__ACTIVITY__: Return the lines below that contain "points".

__STORED DATA__:
<<<<

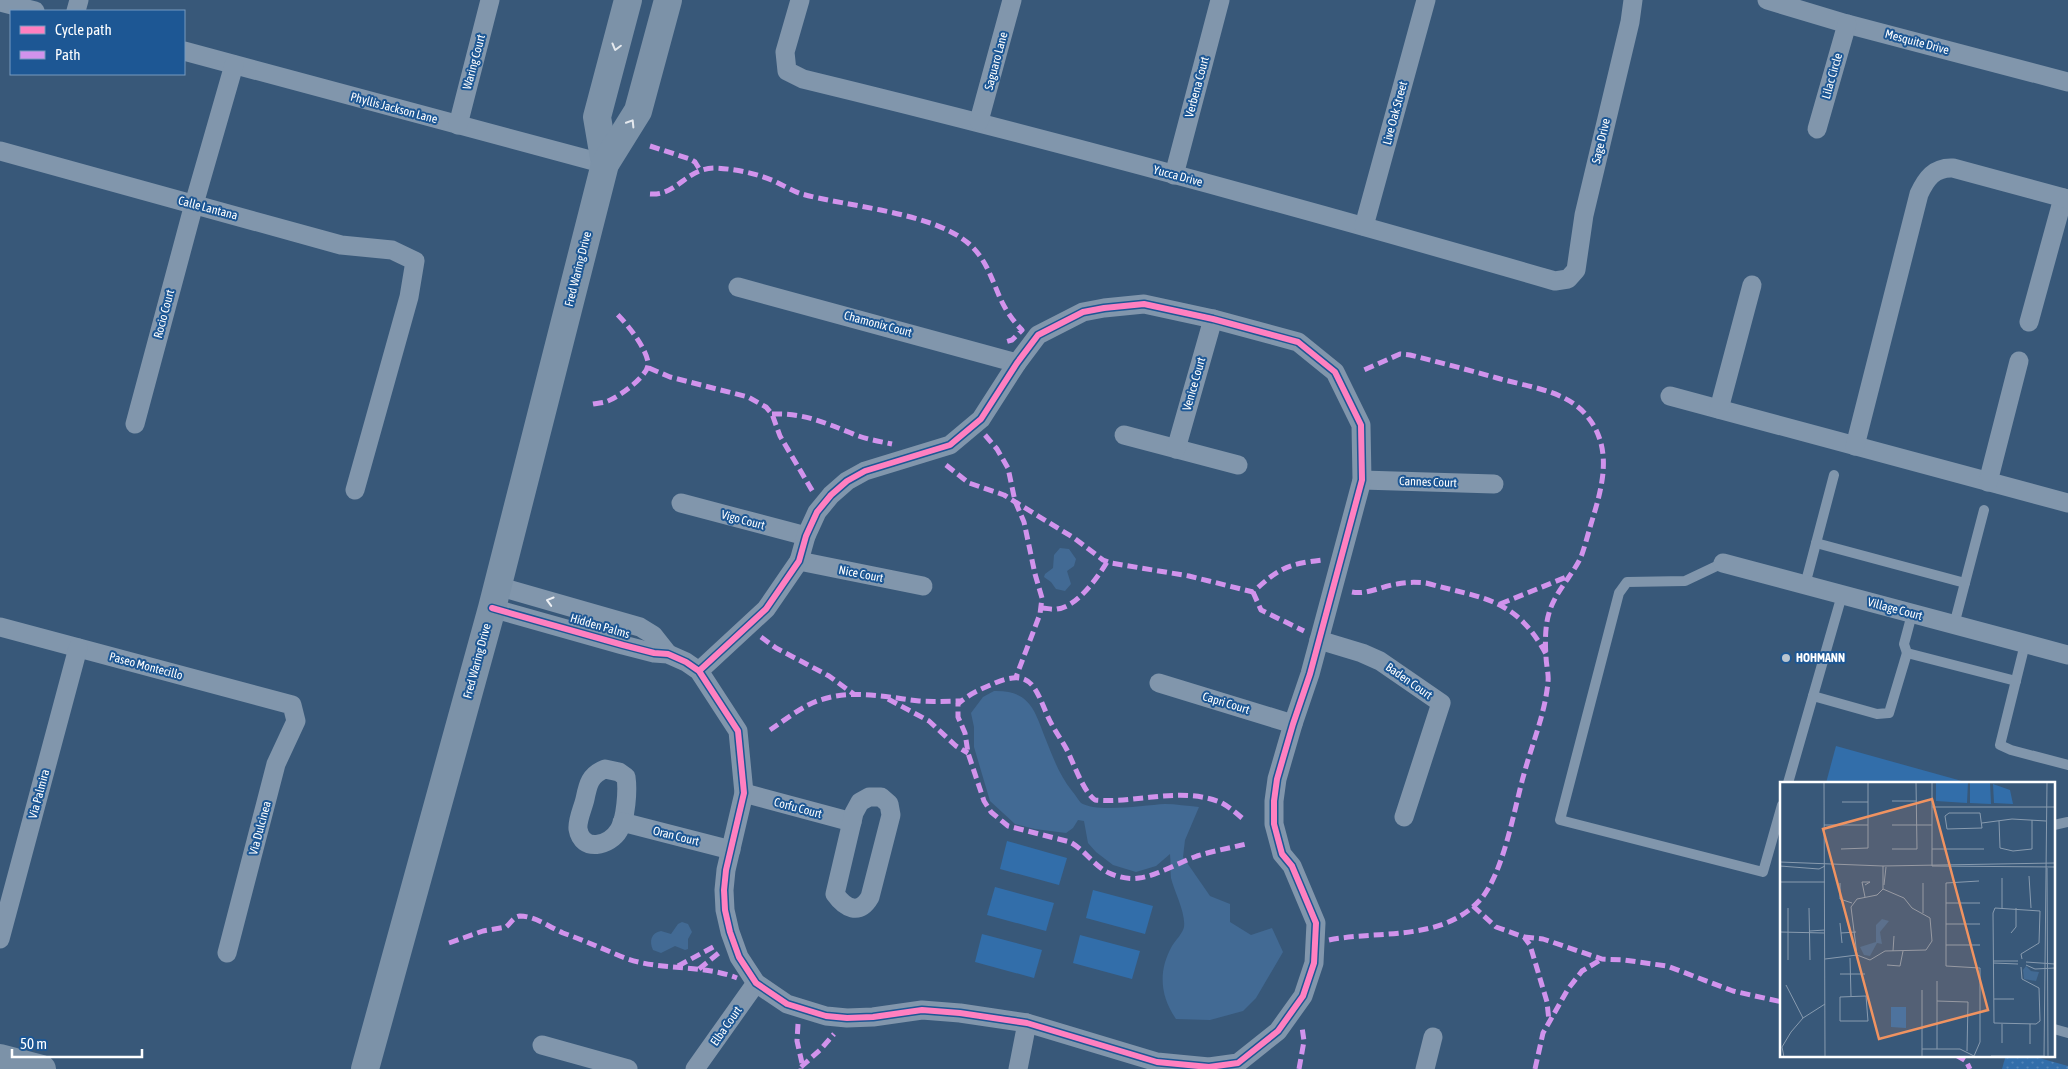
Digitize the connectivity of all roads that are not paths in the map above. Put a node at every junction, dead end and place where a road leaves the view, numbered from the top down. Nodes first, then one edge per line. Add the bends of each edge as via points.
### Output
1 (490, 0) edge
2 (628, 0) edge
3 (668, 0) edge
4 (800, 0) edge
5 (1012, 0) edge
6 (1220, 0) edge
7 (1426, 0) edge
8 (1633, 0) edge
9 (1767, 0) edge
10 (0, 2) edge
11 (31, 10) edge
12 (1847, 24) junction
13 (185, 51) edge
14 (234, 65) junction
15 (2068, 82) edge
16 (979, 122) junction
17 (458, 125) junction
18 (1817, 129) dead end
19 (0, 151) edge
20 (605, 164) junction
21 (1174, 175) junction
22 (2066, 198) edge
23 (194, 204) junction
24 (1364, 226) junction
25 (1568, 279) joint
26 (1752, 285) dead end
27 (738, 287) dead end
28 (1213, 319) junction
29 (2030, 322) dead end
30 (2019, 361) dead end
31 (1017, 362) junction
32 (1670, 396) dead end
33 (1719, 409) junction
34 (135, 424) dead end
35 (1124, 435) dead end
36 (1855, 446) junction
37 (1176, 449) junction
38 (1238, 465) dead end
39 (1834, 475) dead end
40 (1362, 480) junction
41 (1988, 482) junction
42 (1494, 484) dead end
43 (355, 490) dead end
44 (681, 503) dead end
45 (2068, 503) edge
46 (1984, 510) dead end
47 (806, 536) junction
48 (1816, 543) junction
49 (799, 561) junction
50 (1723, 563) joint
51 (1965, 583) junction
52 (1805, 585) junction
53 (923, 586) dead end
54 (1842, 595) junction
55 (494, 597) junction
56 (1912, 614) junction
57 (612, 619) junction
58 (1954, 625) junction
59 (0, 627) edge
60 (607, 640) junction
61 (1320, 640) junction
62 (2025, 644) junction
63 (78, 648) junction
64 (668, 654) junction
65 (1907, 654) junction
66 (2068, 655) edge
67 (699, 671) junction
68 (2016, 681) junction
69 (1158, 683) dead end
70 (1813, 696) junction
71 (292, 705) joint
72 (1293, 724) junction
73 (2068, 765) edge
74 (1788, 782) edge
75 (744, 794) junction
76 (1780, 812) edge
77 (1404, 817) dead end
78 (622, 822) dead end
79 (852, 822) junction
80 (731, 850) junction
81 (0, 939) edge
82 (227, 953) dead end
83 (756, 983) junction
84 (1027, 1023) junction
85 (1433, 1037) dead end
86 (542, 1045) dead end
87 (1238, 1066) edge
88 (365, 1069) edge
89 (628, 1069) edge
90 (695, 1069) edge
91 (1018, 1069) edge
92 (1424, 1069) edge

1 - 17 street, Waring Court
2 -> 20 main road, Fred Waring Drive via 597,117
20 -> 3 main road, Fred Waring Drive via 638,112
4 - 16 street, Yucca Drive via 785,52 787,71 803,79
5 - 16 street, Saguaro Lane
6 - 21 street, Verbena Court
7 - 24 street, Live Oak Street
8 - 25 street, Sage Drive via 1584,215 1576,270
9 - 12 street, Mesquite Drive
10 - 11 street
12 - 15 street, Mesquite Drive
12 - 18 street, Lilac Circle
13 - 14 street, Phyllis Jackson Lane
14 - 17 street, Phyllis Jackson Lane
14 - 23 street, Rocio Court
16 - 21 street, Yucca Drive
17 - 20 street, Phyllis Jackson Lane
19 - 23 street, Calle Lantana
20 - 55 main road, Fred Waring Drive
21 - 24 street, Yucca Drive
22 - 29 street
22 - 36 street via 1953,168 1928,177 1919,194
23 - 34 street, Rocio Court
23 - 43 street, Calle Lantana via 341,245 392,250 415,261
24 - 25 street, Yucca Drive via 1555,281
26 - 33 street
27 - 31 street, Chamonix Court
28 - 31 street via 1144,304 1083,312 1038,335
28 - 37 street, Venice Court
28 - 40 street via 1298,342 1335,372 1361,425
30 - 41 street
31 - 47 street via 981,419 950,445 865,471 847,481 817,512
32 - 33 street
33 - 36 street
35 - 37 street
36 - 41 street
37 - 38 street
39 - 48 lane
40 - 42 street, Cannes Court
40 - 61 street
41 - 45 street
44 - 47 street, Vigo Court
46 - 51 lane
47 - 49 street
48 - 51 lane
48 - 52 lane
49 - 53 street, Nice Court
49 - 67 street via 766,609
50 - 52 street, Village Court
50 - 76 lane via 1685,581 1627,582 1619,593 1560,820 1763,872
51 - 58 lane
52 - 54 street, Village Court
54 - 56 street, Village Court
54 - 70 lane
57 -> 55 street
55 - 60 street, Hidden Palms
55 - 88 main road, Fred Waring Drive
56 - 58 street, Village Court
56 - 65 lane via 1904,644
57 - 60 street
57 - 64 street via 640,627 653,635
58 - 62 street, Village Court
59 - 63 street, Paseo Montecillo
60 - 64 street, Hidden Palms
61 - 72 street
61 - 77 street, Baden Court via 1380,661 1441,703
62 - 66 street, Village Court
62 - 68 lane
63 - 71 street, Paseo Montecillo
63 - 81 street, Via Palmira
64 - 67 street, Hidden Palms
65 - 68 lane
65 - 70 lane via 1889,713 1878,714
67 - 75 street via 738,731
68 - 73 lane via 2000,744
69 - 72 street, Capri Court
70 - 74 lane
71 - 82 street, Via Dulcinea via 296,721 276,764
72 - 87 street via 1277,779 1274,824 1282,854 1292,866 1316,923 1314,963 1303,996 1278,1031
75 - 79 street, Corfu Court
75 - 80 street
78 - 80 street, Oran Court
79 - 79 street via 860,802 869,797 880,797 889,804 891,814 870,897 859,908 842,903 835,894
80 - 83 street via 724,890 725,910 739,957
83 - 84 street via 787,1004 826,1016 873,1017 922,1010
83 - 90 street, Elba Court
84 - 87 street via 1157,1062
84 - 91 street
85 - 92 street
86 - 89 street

>>>>
<<<<

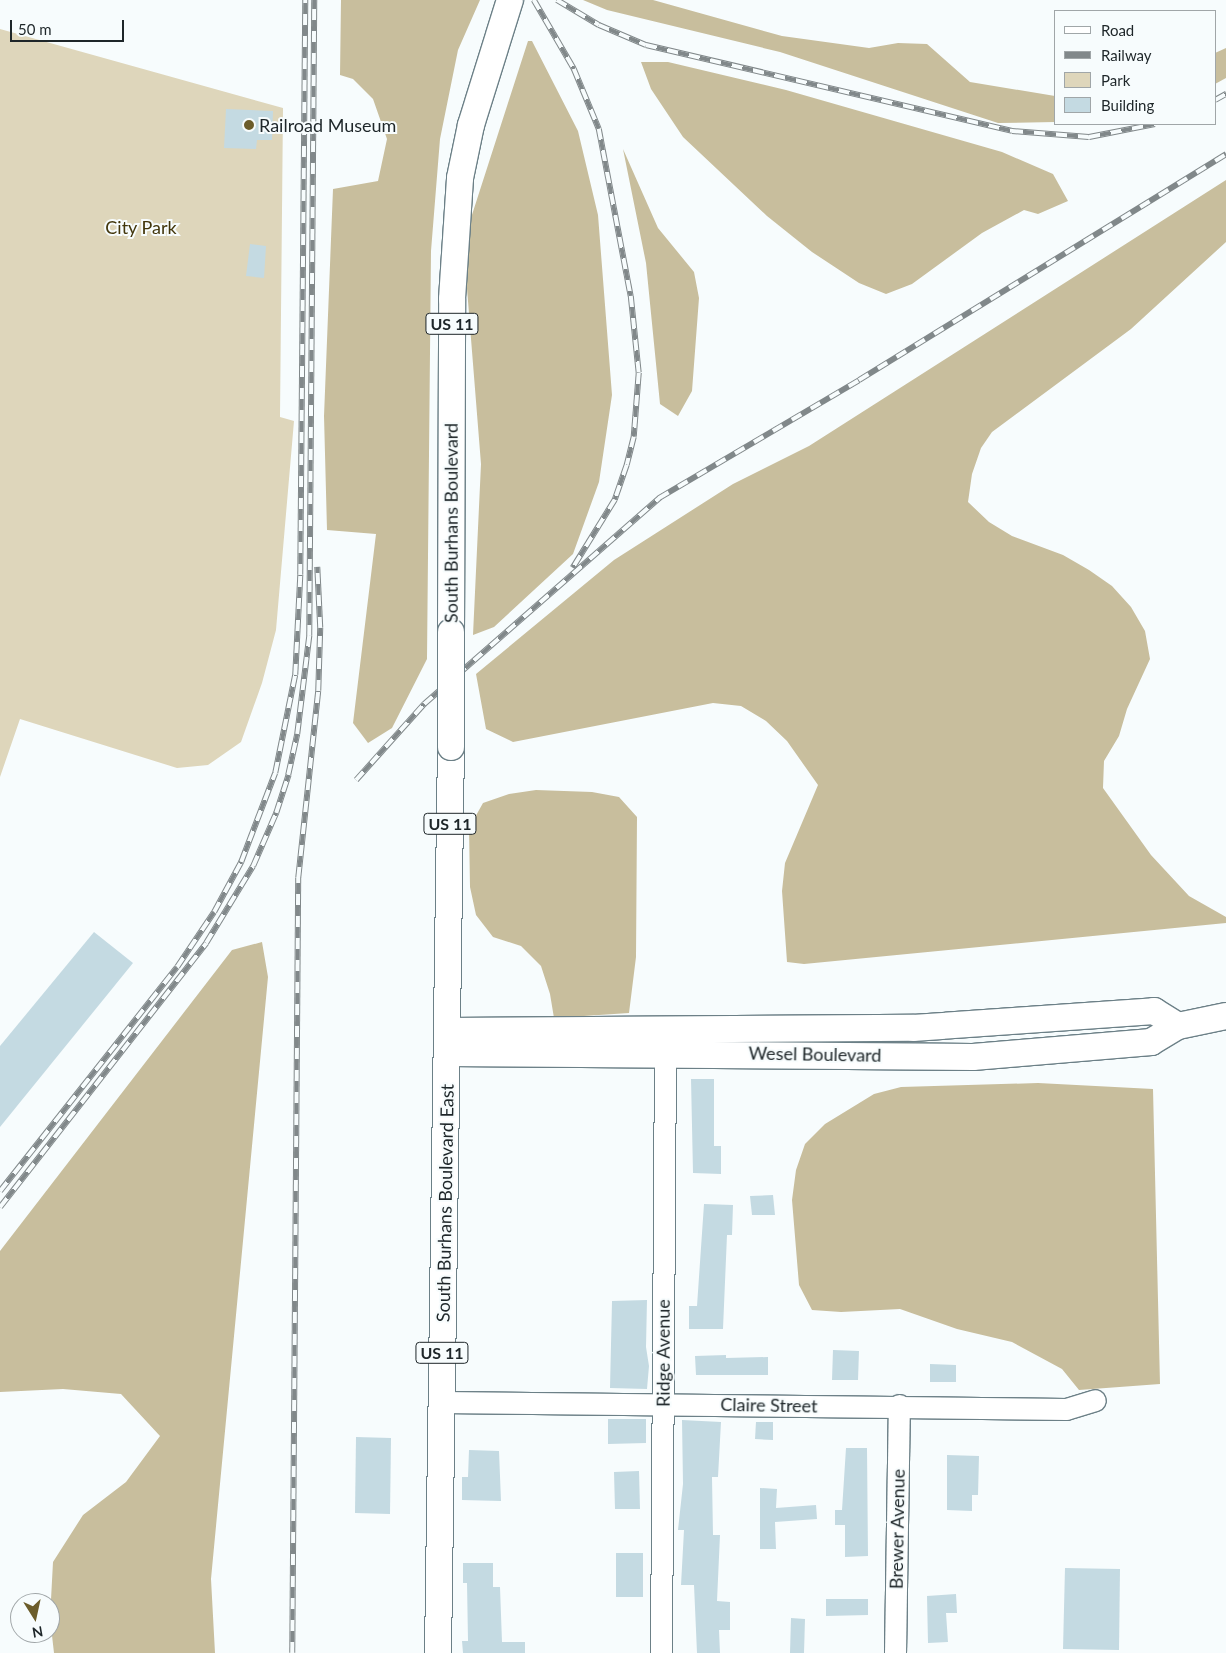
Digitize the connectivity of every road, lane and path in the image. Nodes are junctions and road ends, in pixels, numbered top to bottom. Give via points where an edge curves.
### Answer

>>>>

__YOUR SOLUTION__:
Digitize the connectivity of all roads that are not paths in the map above. Put a node at every junction, dead end and place where a road leaves the view, numbered from the top down. Nodes first, then one edge per line. Add the bends of each edge as via points.
Digitize the connectivity of every road, lane and path in the image. Nodes are junctions and road ends, in pixels, numbered top to bottom. Give via points where an edge curves.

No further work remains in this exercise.